▸ What you should do
Where does the string "AZEM" appear in the records? Copy each line that holds it.

▸ Saved entries
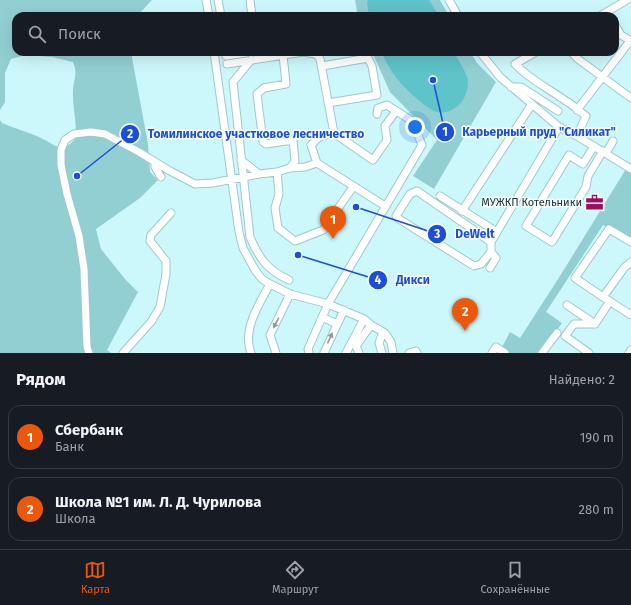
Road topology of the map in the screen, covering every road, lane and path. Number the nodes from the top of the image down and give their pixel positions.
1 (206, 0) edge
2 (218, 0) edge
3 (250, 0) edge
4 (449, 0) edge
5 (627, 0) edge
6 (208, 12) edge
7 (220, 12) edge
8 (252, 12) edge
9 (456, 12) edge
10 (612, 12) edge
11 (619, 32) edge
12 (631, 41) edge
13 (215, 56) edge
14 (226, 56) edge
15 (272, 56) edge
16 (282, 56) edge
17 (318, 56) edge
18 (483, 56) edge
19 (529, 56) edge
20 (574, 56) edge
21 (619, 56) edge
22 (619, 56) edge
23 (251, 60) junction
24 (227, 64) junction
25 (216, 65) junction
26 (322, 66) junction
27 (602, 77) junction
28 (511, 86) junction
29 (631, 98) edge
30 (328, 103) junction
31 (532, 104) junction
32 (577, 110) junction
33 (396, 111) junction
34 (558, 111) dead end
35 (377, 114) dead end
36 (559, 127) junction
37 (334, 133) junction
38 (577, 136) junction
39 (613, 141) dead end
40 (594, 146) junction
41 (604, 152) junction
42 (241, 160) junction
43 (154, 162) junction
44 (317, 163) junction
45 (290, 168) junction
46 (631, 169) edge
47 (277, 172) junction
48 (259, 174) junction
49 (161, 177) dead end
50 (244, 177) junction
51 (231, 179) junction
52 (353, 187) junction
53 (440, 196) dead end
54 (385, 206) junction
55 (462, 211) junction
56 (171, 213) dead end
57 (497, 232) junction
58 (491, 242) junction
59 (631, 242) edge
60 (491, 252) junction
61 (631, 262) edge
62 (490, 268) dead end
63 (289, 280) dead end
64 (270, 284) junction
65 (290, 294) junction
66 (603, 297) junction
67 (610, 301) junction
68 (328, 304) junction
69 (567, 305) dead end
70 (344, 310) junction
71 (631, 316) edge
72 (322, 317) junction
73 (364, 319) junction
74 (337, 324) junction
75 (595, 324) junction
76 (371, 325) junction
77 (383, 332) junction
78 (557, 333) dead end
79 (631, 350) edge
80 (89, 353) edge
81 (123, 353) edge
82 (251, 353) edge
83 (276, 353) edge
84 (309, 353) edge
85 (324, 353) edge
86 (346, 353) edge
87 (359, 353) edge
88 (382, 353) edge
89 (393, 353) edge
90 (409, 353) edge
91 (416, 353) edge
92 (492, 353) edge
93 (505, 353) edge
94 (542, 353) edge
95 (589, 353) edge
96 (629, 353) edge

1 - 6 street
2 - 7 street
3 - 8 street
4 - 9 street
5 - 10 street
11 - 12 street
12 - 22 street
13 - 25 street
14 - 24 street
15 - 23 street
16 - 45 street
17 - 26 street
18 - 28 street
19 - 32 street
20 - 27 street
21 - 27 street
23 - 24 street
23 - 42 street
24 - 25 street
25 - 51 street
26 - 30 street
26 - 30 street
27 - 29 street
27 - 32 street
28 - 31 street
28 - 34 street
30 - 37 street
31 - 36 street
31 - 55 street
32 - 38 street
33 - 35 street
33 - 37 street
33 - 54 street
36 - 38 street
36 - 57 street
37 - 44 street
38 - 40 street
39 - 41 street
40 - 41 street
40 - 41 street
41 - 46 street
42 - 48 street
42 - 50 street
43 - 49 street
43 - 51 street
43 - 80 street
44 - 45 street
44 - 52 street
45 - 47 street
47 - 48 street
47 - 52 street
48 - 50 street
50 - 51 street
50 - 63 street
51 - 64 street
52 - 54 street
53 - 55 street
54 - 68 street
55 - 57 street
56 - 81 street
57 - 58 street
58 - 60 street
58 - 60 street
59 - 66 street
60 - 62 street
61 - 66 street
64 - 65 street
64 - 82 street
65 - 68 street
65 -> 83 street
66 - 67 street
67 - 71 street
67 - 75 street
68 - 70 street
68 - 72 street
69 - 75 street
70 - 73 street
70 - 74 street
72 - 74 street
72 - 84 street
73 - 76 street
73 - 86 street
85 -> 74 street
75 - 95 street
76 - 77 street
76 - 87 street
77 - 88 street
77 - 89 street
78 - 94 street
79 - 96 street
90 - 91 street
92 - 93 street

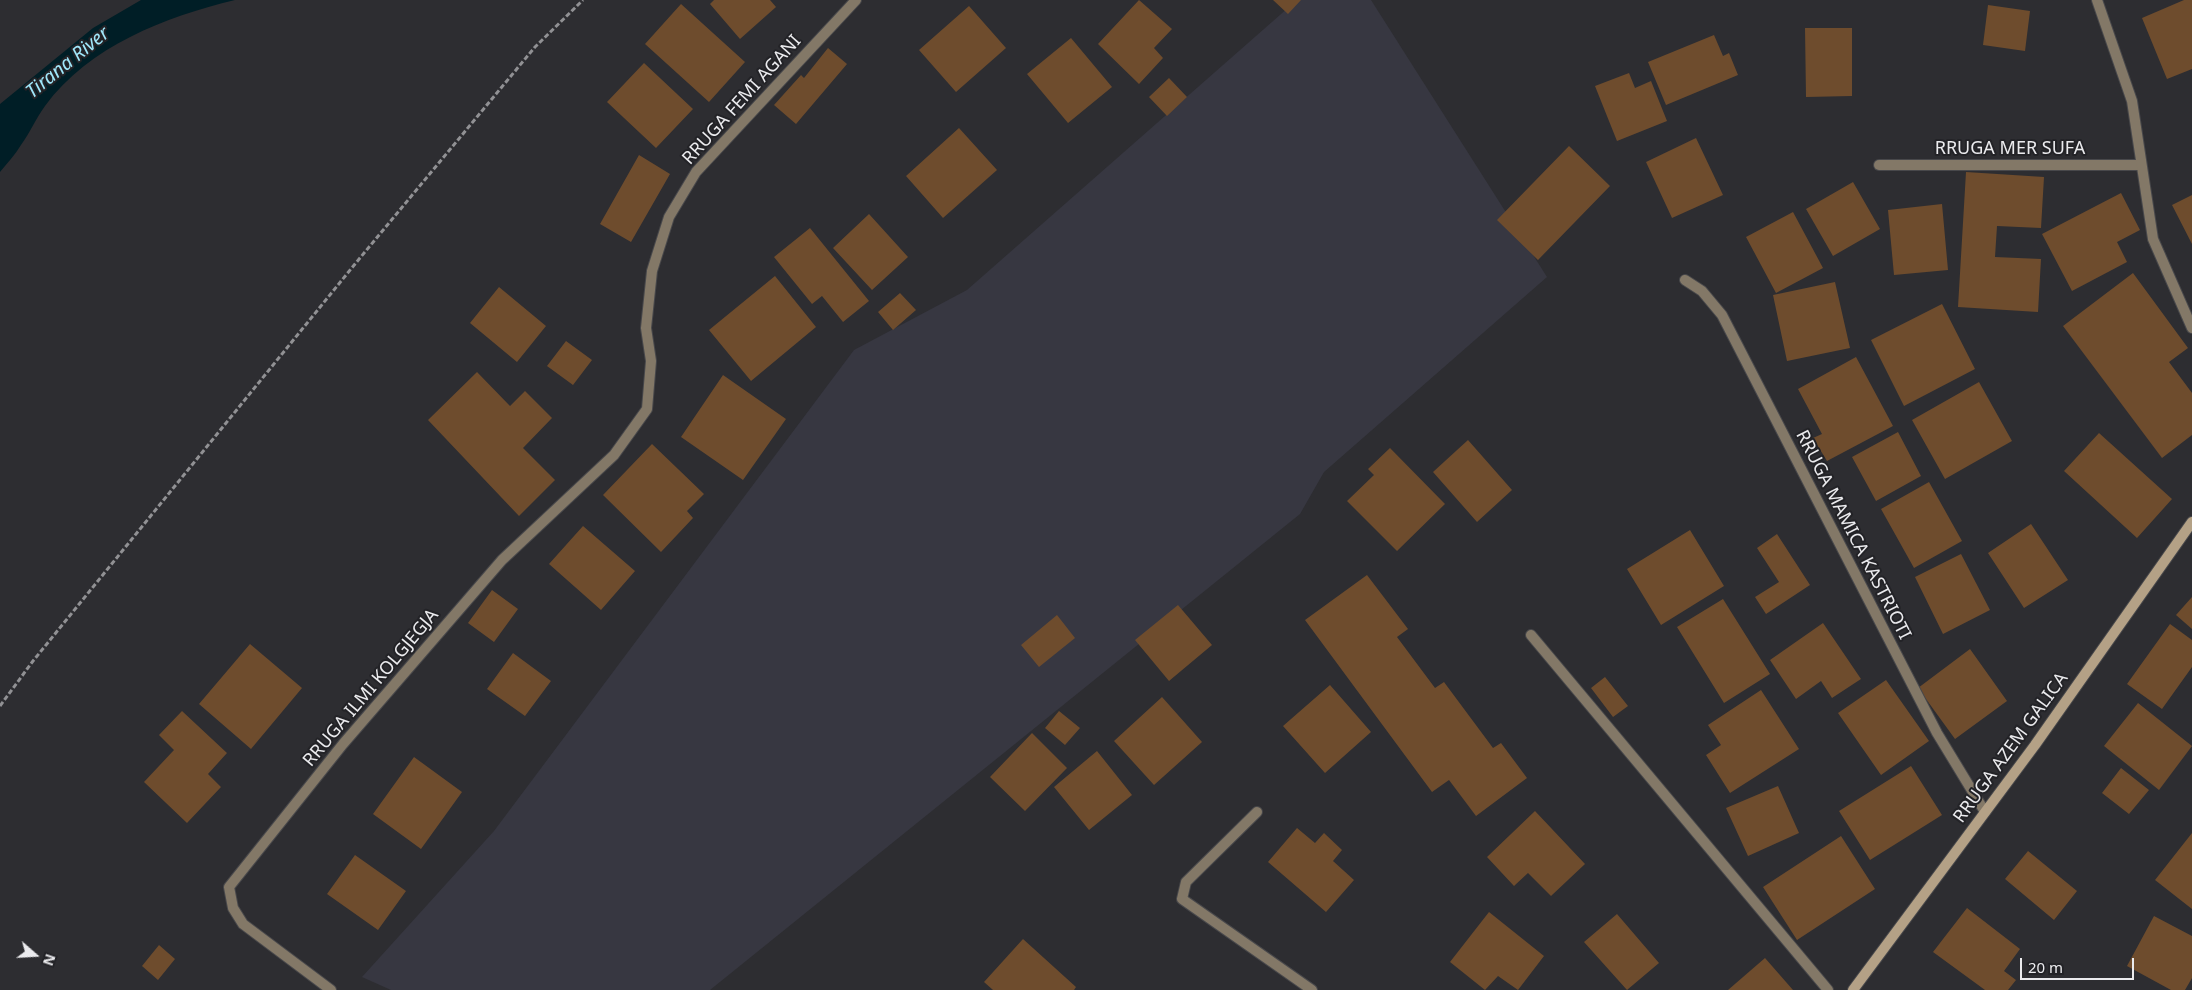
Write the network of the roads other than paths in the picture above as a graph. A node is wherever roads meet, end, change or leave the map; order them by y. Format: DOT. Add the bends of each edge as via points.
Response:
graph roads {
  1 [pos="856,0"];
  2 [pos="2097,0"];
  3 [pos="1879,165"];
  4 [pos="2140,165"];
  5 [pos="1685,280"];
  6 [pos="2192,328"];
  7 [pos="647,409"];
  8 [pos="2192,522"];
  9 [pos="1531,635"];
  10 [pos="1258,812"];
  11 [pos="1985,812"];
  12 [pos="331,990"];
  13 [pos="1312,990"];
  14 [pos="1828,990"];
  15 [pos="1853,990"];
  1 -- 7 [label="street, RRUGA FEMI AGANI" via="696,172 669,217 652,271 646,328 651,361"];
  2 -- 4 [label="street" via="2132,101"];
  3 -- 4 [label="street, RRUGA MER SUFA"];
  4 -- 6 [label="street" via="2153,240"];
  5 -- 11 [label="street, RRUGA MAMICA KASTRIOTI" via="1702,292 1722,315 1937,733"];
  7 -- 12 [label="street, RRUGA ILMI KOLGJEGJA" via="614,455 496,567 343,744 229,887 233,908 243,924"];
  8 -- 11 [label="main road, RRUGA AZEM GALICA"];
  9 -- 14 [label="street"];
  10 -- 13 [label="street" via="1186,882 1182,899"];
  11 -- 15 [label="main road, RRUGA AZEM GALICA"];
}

▸ Result
  8 -- 11 [label="main road, RRUGA AZEM GALICA"];
  11 -- 15 [label="main road, RRUGA AZEM GALICA"];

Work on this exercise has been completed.